WHAT THIS TASK INVOLVES:
Your answer is a copy of every line in the records where "edges" appears.

INPUT DATA:
-- Opening Marker --

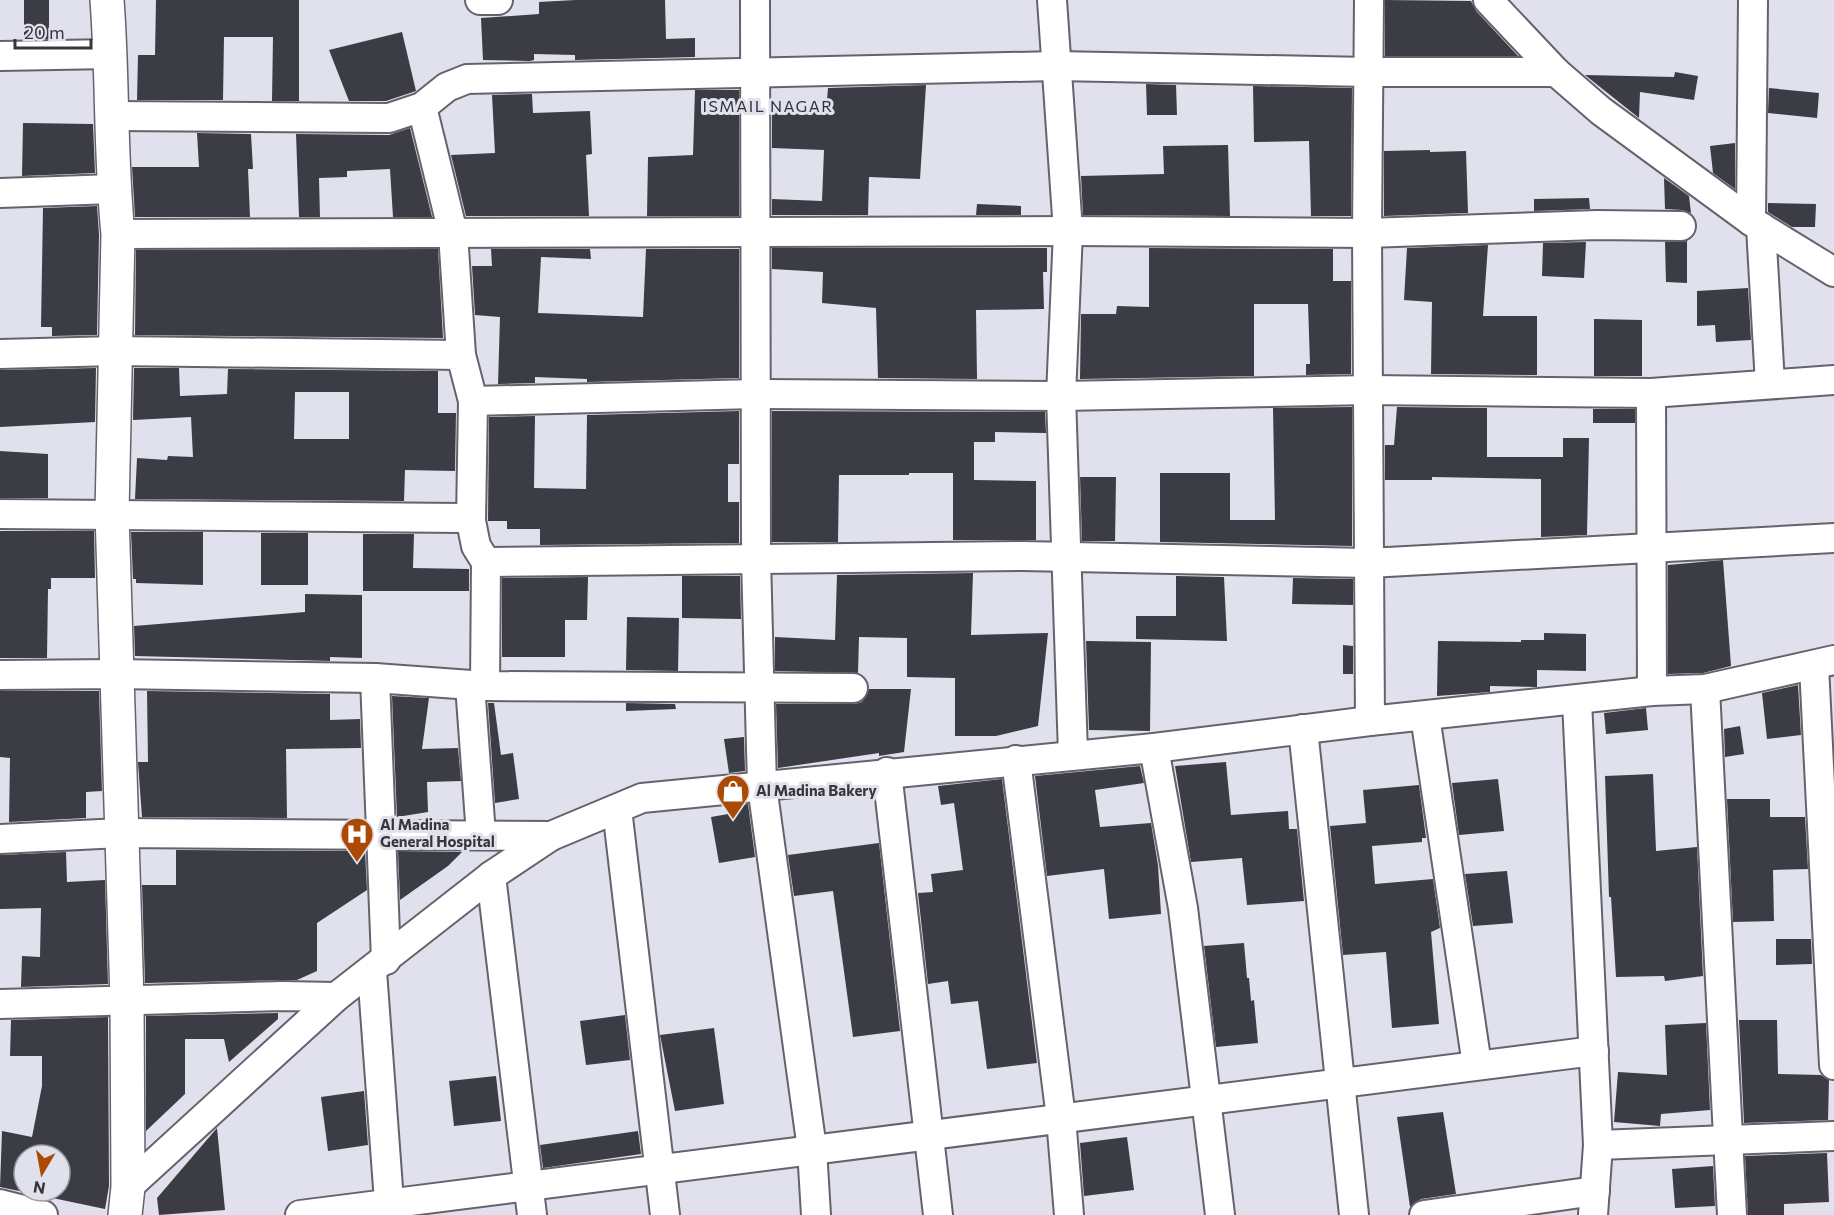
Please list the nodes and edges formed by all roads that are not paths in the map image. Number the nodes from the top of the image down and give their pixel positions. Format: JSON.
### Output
{"nodes":[{"id":1,"x":107,"y":0,"type":"edge"},
{"id":2,"x":480,"y":0,"type":"edge"},
{"id":3,"x":498,"y":0,"type":"edge"},
{"id":4,"x":755,"y":0,"type":"edge"},
{"id":5,"x":1052,"y":0,"type":"edge"},
{"id":6,"x":1369,"y":0,"type":"edge"},
{"id":7,"x":1488,"y":0,"type":"edge"},
{"id":8,"x":1753,"y":0,"type":"edge"},
{"id":9,"x":111,"y":54,"type":"junction"},
{"id":10,"x":0,"y":56,"type":"edge"},
{"id":11,"x":1056,"y":66,"type":"junction"},
{"id":12,"x":753,"y":70,"type":"junction"},
{"id":13,"x":1368,"y":72,"type":"junction"},
{"id":14,"x":1556,"y":72,"type":"junction"},
{"id":15,"x":422,"y":107,"type":"junction"},
{"id":16,"x":113,"y":116,"type":"junction"},
{"id":17,"x":113,"y":189,"type":"junction"},
{"id":18,"x":0,"y":193,"type":"edge"},
{"id":19,"x":1756,"y":224,"type":"junction"},
{"id":20,"x":1682,"y":226,"type":"dead end"},
{"id":21,"x":755,"y":231,"type":"junction"},
{"id":22,"x":1068,"y":231,"type":"junction"},
{"id":23,"x":453,"y":233,"type":"junction"},
{"id":24,"x":1367,"y":233,"type":"junction"},
{"id":25,"x":118,"y":234,"type":"junction"},
{"id":26,"x":1834,"y":272,"type":"edge"},
{"id":27,"x":115,"y":351,"type":"junction"},
{"id":28,"x":0,"y":354,"type":"edge"},
{"id":29,"x":461,"y":355,"type":"junction"},
{"id":30,"x":1834,"y":380,"type":"edge"},
{"id":31,"x":1770,"y":384,"type":"junction"},
{"id":32,"x":1369,"y":390,"type":"junction"},
{"id":33,"x":1651,"y":393,"type":"junction"},
{"id":34,"x":756,"y":394,"type":"junction"},
{"id":35,"x":1061,"y":396,"type":"junction"},
{"id":36,"x":473,"y":401,"type":"junction"},
{"id":37,"x":112,"y":513,"type":"junction"},
{"id":38,"x":0,"y":514,"type":"edge"},
{"id":39,"x":471,"y":521,"type":"junction"},
{"id":40,"x":1834,"y":538,"type":"edge"},
{"id":41,"x":1651,"y":549,"type":"junction"},
{"id":42,"x":1065,"y":557,"type":"junction"},
{"id":43,"x":756,"y":558,"type":"junction"},
{"id":44,"x":486,"y":562,"type":"junction"},
{"id":45,"x":1369,"y":563,"type":"junction"},
{"id":46,"x":1824,"y":663,"type":"edge"},
{"id":47,"x":115,"y":674,"type":"junction"},
{"id":48,"x":0,"y":675,"type":"edge"},
{"id":49,"x":375,"y":678,"type":"junction"},
{"id":50,"x":477,"y":686,"type":"junction"},
{"id":51,"x":760,"y":688,"type":"junction"},
{"id":52,"x":853,"y":688,"type":"dead end"},
{"id":53,"x":1705,"y":689,"type":"junction"},
{"id":54,"x":1652,"y":692,"type":"junction"},
{"id":55,"x":1578,"y":701,"type":"junction"},
{"id":56,"x":1425,"y":716,"type":"junction"},
{"id":57,"x":1370,"y":721,"type":"junction"},
{"id":58,"x":1303,"y":729,"type":"junction"},
{"id":59,"x":1154,"y":748,"type":"junction"},
{"id":60,"x":1073,"y":754,"type":"junction"},
{"id":61,"x":1017,"y":760,"type":"junction"},
{"id":62,"x":887,"y":772,"type":"junction"},
{"id":63,"x":762,"y":786,"type":"junction"},
{"id":64,"x":616,"y":809,"type":"junction"},
{"id":65,"x":120,"y":833,"type":"junction"},
{"id":66,"x":380,"y":834,"type":"junction"},
{"id":67,"x":481,"y":835,"type":"junction"},
{"id":68,"x":551,"y":836,"type":"junction"},
{"id":69,"x":0,"y":838,"type":"edge"},
{"id":70,"x":491,"y":876,"type":"junction"},
{"id":71,"x":379,"y":965,"type":"junction"},
{"id":72,"x":336,"y":997,"type":"junction"},
{"id":73,"x":127,"y":1000,"type":"junction"},
{"id":74,"x":0,"y":1004,"type":"edge"},
{"id":75,"x":1594,"y":1051,"type":"junction"},
{"id":76,"x":1477,"y":1065,"type":"junction"},
{"id":77,"x":1834,"y":1065,"type":"edge"},
{"id":78,"x":1340,"y":1083,"type":"junction"},
{"id":79,"x":1205,"y":1100,"type":"junction"},
{"id":80,"x":1061,"y":1118,"type":"junction"},
{"id":81,"x":930,"y":1134,"type":"junction"},
{"id":82,"x":1834,"y":1136,"type":"edge"},
{"id":83,"x":1728,"y":1140,"type":"junction"},
{"id":84,"x":1598,"y":1145,"type":"junction"},
{"id":85,"x":812,"y":1149,"type":"junction"},
{"id":86,"x":660,"y":1167,"type":"junction"},
{"id":87,"x":529,"y":1184,"type":"junction"},
{"id":88,"x":127,"y":1201,"type":"edge"},
{"id":89,"x":1594,"y":1203,"type":"edge"},
{"id":90,"x":0,"y":1204,"type":"edge"},
{"id":91,"x":389,"y":1209,"type":"edge"},
{"id":92,"x":43,"y":1215,"type":"edge"},
{"id":93,"x":300,"y":1215,"type":"edge"},
{"id":94,"x":532,"y":1215,"type":"edge"},
{"id":95,"x":665,"y":1215,"type":"edge"},
{"id":96,"x":816,"y":1215,"type":"edge"},
{"id":97,"x":938,"y":1215,"type":"edge"},
{"id":98,"x":1069,"y":1215,"type":"edge"},
{"id":99,"x":1221,"y":1215,"type":"edge"},
{"id":100,"x":1354,"y":1215,"type":"edge"},
{"id":101,"x":1424,"y":1215,"type":"edge"},
{"id":102,"x":1732,"y":1215,"type":"edge"}],
"edges":[{"from":1,"to":9,"type":"street"},
{"from":2,"to":3,"type":"street"},
{"from":4,"to":12,"type":"street"},
{"from":5,"to":11,"type":"street"},
{"from":6,"to":13,"type":"street"},
{"from":7,"to":14,"type":"street"},
{"from":8,"to":19,"type":"street"},
{"from":9,"to":10,"type":"street"},
{"from":9,"to":16,"type":"street"},
{"from":11,"to":12,"type":"street"},
{"from":11,"to":13,"type":"street"},
{"from":11,"to":22,"type":"street"},
{"from":12,"to":15,"type":"street"},
{"from":12,"to":21,"type":"street"},
{"from":13,"to":14,"type":"street"},
{"from":13,"to":24,"type":"street"},
{"from":14,"to":19,"type":"street"},
{"from":15,"to":16,"type":"street"},
{"from":15,"to":23,"type":"street"},
{"from":16,"to":17,"type":"street"},
{"from":17,"to":18,"type":"street"},
{"from":17,"to":25,"type":"street"},
{"from":19,"to":26,"type":"street"},
{"from":19,"to":31,"type":"street"},
{"from":20,"to":24,"type":"street"},
{"from":21,"to":22,"type":"street"},
{"from":21,"to":23,"type":"street"},
{"from":21,"to":34,"type":"street"},
{"from":22,"to":24,"type":"street"},
{"from":22,"to":35,"type":"street"},
{"from":23,"to":25,"type":"street"},
{"from":23,"to":29,"type":"street"},
{"from":24,"to":32,"type":"street"},
{"from":25,"to":27,"type":"street"},
{"from":27,"to":28,"type":"street"},
{"from":27,"to":29,"type":"street"},
{"from":27,"to":37,"type":"street"},
{"from":29,"to":36,"type":"street"},
{"from":30,"to":31,"type":"street"},
{"from":31,"to":33,"type":"street"},
{"from":32,"to":33,"type":"street"},
{"from":32,"to":35,"type":"street"},
{"from":32,"to":45,"type":"street"},
{"from":33,"to":41,"type":"street"},
{"from":34,"to":35,"type":"street"},
{"from":34,"to":36,"type":"street"},
{"from":34,"to":43,"type":"street"},
{"from":35,"to":42,"type":"street"},
{"from":36,"to":39,"type":"street"},
{"from":37,"to":38,"type":"street"},
{"from":37,"to":39,"type":"street"},
{"from":37,"to":47,"type":"street"},
{"from":39,"to":44,"type":"street"},
{"from":40,"to":41,"type":"street"},
{"from":41,"to":45,"type":"street"},
{"from":41,"to":54,"type":"street"},
{"from":42,"to":43,"type":"street"},
{"from":42,"to":45,"type":"street"},
{"from":42,"to":60,"type":"street"},
{"from":43,"to":44,"type":"street"},
{"from":43,"to":51,"type":"street"},
{"from":44,"to":50,"type":"street"},
{"from":45,"to":57,"type":"street"},
{"from":46,"to":53,"type":"street"},
{"from":46,"to":77,"type":"street"},
{"from":47,"to":48,"type":"street"},
{"from":47,"to":49,"type":"street"},
{"from":47,"to":65,"type":"street"},
{"from":49,"to":50,"type":"street"},
{"from":49,"to":66,"type":"street"},
{"from":50,"to":51,"type":"street"},
{"from":50,"to":67,"type":"street"},
{"from":51,"to":52,"type":"street"},
{"from":51,"to":63,"type":"street"},
{"from":53,"to":54,"type":"street"},
{"from":53,"to":83,"type":"street"},
{"from":54,"to":55,"type":"street"},
{"from":55,"to":56,"type":"street"},
{"from":55,"to":75,"type":"street"},
{"from":56,"to":57,"type":"street"},
{"from":56,"to":76,"type":"street"},
{"from":57,"to":58,"type":"street"},
{"from":58,"to":59,"type":"street"},
{"from":58,"to":78,"type":"street"},
{"from":59,"to":60,"type":"street"},
{"from":59,"to":79,"type":"street"},
{"from":60,"to":61,"type":"street"},
{"from":61,"to":62,"type":"street"},
{"from":61,"to":80,"type":"street"},
{"from":62,"to":63,"type":"street"},
{"from":62,"to":81,"type":"street"},
{"from":63,"to":64,"type":"street"},
{"from":63,"to":85,"type":"street"},
{"from":64,"to":68,"type":"street"},
{"from":64,"to":86,"type":"street"},
{"from":65,"to":66,"type":"street"},
{"from":65,"to":69,"type":"street"},
{"from":65,"to":73,"type":"street"},
{"from":66,"to":67,"type":"street"},
{"from":66,"to":71,"type":"street"},
{"from":67,"to":68,"type":"street"},
{"from":68,"to":70,"type":"street"},
{"from":70,"to":71,"type":"street"},
{"from":70,"to":87,"type":"street"},
{"from":71,"to":72,"type":"street"},
{"from":71,"to":91,"type":"street"},
{"from":72,"to":73,"type":"street"},
{"from":72,"to":88,"type":"street"},
{"from":73,"to":74,"type":"street"},
{"from":73,"to":88,"type":"street"},
{"from":75,"to":76,"type":"street"},
{"from":75,"to":84,"type":"street"},
{"from":76,"to":78,"type":"street"},
{"from":78,"to":79,"type":"street"},
{"from":78,"to":100,"type":"street"},
{"from":79,"to":80,"type":"street"},
{"from":79,"to":99,"type":"street"},
{"from":80,"to":81,"type":"street"},
{"from":80,"to":98,"type":"street"},
{"from":81,"to":85,"type":"street"},
{"from":81,"to":97,"type":"street"},
{"from":82,"to":83,"type":"street"},
{"from":83,"to":84,"type":"street"},
{"from":83,"to":102,"type":"street"},
{"from":84,"to":89,"type":"street"},
{"from":85,"to":86,"type":"street"},
{"from":85,"to":96,"type":"street"},
{"from":86,"to":87,"type":"street"},
{"from":86,"to":95,"type":"street"},
{"from":87,"to":91,"type":"street"},
{"from":87,"to":94,"type":"street"},
{"from":89,"to":101,"type":"street"},
{"from":90,"to":92,"type":"street"},
{"from":91,"to":93,"type":"street"}]}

-- Closing Marker --

SOLUTION FOR THIS TASK:
Please list the nodes and edges formed by all roads that are not paths in the map image. Number the nodes from the top of the image down and give their pixel positions. Format: JSON.
"edges":[{"from":1,"to":9,"type":"street"},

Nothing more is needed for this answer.